Analyzing the Relationship Between National Forest Coverage, Population Access to Electricity, and GDP Growth Rate
Motivation:
- Access to high quality reliable economic data tracking economic growth and development in developing nations remains a major challenge for policy makers and development agencies. Since access to electricity as a ratio of population and deforestation can act as a rough proxy for economic growth and development. Our plan is to show how we can use data of access to electricity and deforestation as a proxy to estimate economic growth and development in countries. Furthemore, by exploring trends pertaining to national urbanization and industrialization, we can better understand the factors that contribute to high or low national GDPs.
Our analysis was peformed by investigating the following three questions:
- How do trends in deforestation and access to electricity reflect changes in national GDP growth rates?
- How does the rate of deforestation relate to the change in national GDP?
- How does increased access to electricity affect the economic growth rate for countries?
In answering these questions, we used data from the World Bank public database. The datasets used are listed below:
- GDP (current US$) https://data.worldbank.org/indicator/NY.GDP.MKTP.CD
- Forest area (% of land area) https://data.worldbank.org/indicator/AG.LND.FRST.ZS
- Access to Electricity (% of Population) https://data.worldbank.org/indicator/EG.ELC.ACCS.ZS
- World Administratie Boundaries (Shape File) https://datacatalog.worldbank.org/search/dataset/0038272
Through our analysis, we chose to study less developed countries according to the UNs definition and only used data from 2000 - 2019.
Recommended Python Version: >= 3.8.12
Additional Libaries used:
- pandas
- geopandas
- plotly express
- wbgapi
These libraries can be installed by running the following commands via Command Line (Windows) or terminal (MacOS):
- pip install pandas
- pip install geopandas
- pip install plotly_express
- pip install wbgapi
The project code is broken up into 3 separate modules: a data processing module (data_processing.py), a data visualization module (plots.py), and a main module for running the functions defined in the previous two code modules (main.py).
- data_processing.py imports the data frames from the world bank database, reshapes/cleans the data, and performs some basic stastics.

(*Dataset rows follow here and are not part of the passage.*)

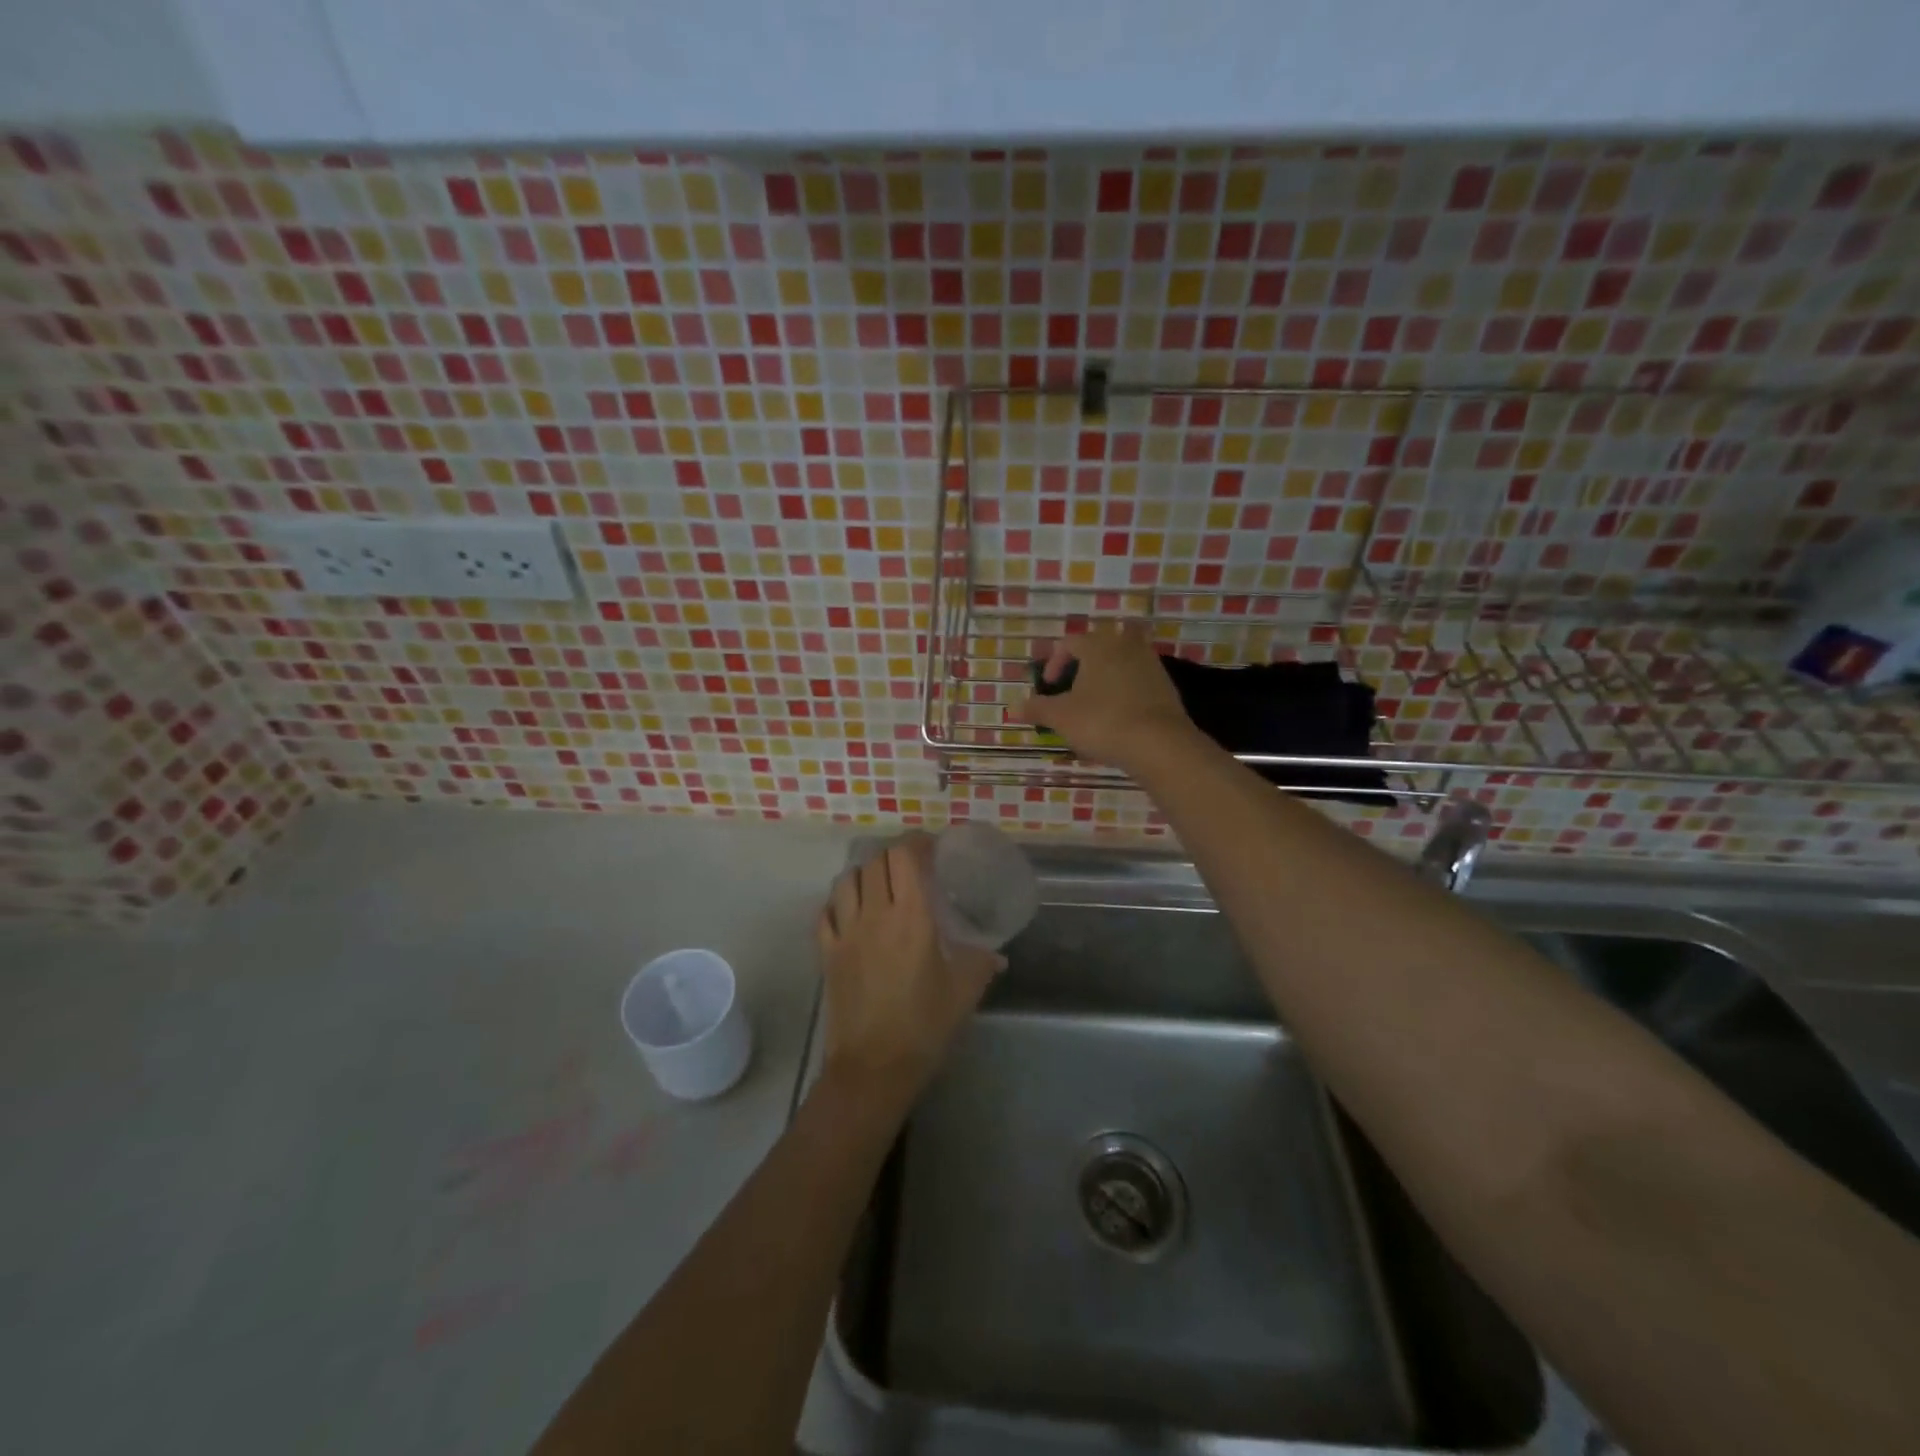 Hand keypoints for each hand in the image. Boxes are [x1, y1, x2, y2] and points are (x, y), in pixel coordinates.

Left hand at [815, 834, 1002, 1105]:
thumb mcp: (964, 992)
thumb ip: (981, 964)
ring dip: (864, 874)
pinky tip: (851, 913)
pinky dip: (837, 903)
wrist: (873, 1067)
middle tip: (911, 867)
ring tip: (880, 884)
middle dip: (894, 856)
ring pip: (846, 881)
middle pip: (876, 862)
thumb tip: (997, 955)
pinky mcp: (827, 954)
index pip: (905, 857)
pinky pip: (826, 913)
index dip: (917, 842)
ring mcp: (846, 933)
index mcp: (912, 918)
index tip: (931, 847)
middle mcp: (875, 915)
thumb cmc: (924, 1026)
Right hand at [1015, 621, 1199, 771]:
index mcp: (1097, 645)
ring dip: (1104, 679)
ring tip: (1093, 705)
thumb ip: (1036, 708)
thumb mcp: (1061, 717)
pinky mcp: (1166, 686)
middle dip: (1081, 668)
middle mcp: (1125, 646)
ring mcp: (1150, 664)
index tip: (1048, 687)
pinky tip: (1118, 717)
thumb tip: (1012, 706)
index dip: (1053, 664)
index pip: (1069, 643)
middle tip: (1070, 692)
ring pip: (1120, 664)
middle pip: (1097, 649)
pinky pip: (1137, 681)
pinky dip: (1124, 692)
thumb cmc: (1102, 722)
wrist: (1159, 744) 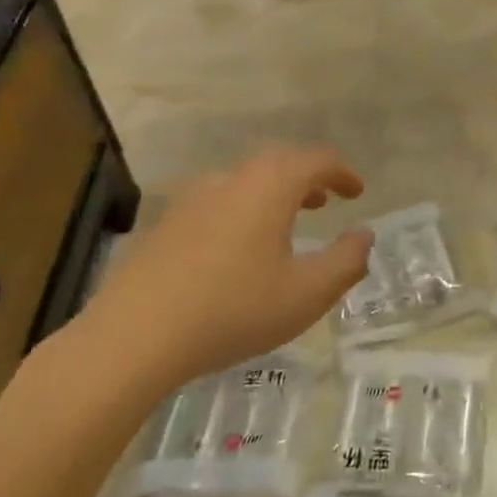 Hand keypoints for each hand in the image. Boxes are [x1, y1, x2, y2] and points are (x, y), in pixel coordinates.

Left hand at [74, 147, 372, 391]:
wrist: (133, 336)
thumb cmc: (232, 311)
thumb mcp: (306, 295)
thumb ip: (346, 261)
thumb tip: (364, 235)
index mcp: (270, 186)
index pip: (316, 160)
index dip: (342, 173)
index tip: (357, 192)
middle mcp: (231, 179)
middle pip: (278, 163)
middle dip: (308, 178)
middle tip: (326, 202)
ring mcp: (192, 198)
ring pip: (245, 181)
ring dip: (274, 192)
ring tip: (287, 221)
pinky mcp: (166, 222)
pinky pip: (218, 201)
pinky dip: (243, 209)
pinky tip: (238, 247) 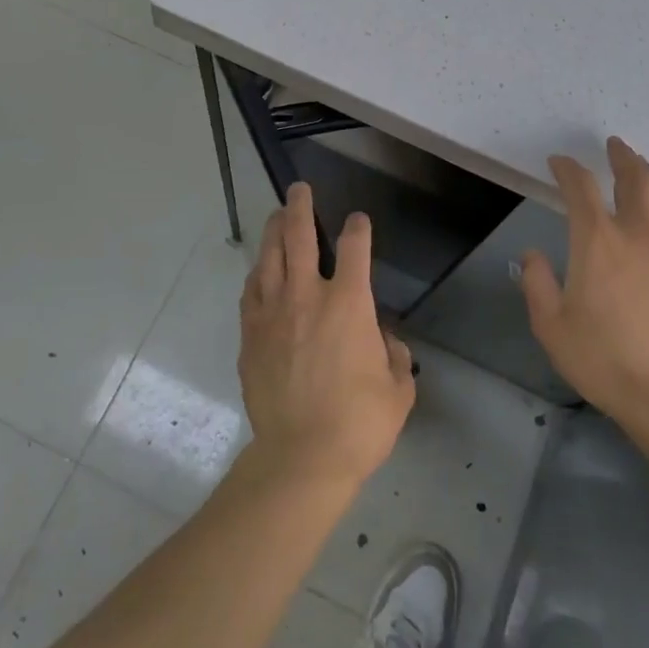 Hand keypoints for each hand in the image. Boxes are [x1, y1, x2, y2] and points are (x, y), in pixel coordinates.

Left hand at [239, 184, 414, 487]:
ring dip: (273, 230)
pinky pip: (251, 292)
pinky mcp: (250, 335)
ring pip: (270, 257)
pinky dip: (257, 274)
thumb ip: (395, 356)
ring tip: (275, 215)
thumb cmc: (359, 424)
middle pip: (299, 236)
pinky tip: (259, 269)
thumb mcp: (398, 390)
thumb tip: (383, 340)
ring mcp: (273, 313)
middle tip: (299, 190)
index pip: (355, 248)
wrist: (301, 457)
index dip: (358, 228)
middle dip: (300, 207)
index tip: (358, 220)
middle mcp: (308, 296)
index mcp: (349, 303)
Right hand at [520, 137, 648, 428]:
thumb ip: (537, 284)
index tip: (558, 163)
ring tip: (640, 165)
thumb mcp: (551, 324)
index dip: (568, 169)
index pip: (581, 188)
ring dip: (648, 174)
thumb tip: (532, 256)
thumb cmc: (603, 358)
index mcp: (597, 241)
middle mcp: (635, 235)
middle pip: (634, 180)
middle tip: (614, 144)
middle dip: (622, 156) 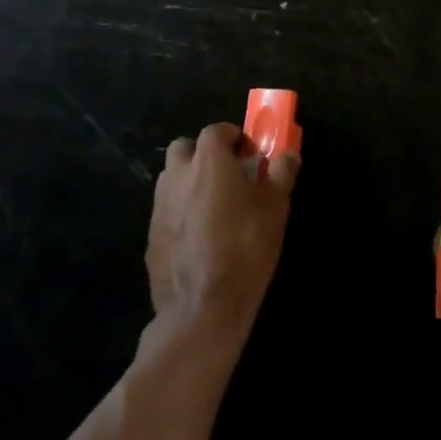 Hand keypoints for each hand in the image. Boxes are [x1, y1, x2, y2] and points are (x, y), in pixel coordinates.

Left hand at [146, 122, 298, 350]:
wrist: (202, 309)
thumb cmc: (245, 246)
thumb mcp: (275, 207)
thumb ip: (282, 173)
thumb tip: (290, 155)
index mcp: (208, 160)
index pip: (217, 130)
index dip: (234, 138)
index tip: (249, 156)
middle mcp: (178, 175)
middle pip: (185, 148)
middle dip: (202, 154)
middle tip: (225, 176)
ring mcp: (159, 206)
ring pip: (171, 179)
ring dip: (188, 182)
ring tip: (212, 207)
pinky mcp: (150, 238)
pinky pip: (166, 212)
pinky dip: (179, 214)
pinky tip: (198, 239) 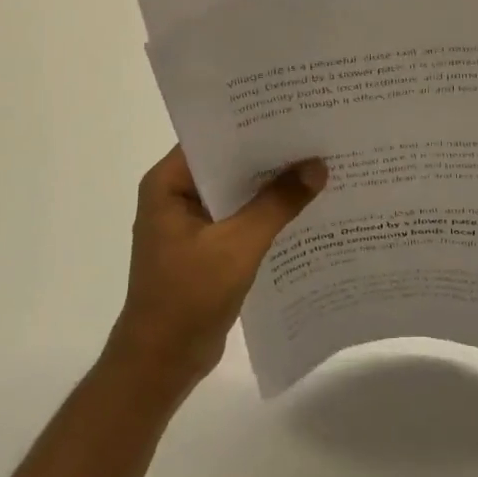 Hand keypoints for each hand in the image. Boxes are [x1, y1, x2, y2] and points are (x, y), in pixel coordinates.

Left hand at [106, 146, 328, 395]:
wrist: (160, 366)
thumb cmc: (187, 298)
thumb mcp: (237, 246)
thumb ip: (277, 204)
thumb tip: (317, 167)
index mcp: (168, 183)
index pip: (213, 137)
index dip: (251, 124)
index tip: (292, 111)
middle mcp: (176, 194)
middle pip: (228, 162)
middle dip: (268, 154)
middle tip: (314, 134)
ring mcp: (190, 222)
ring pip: (236, 191)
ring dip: (269, 185)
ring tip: (316, 164)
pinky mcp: (205, 246)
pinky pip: (239, 217)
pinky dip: (265, 213)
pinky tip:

- plots.py creates several plots to visualize our statistical analysis
- main.py includes all functions from data_processing.py and plots.py in the order of which they should be run. To view dataframes and plots from the various functions, just uncomment the print and write_html lines.
- testing.py contains all of the code to test functions. You can run the tests by just runing test.py
Additional Notes:
- There is no need to manually download the world bank dataframes used in our analysis as we can pull directly from the World Bank database using the wbgapi library. This is performed in the first three lines of main.py.
- This program also saves plots as .html files.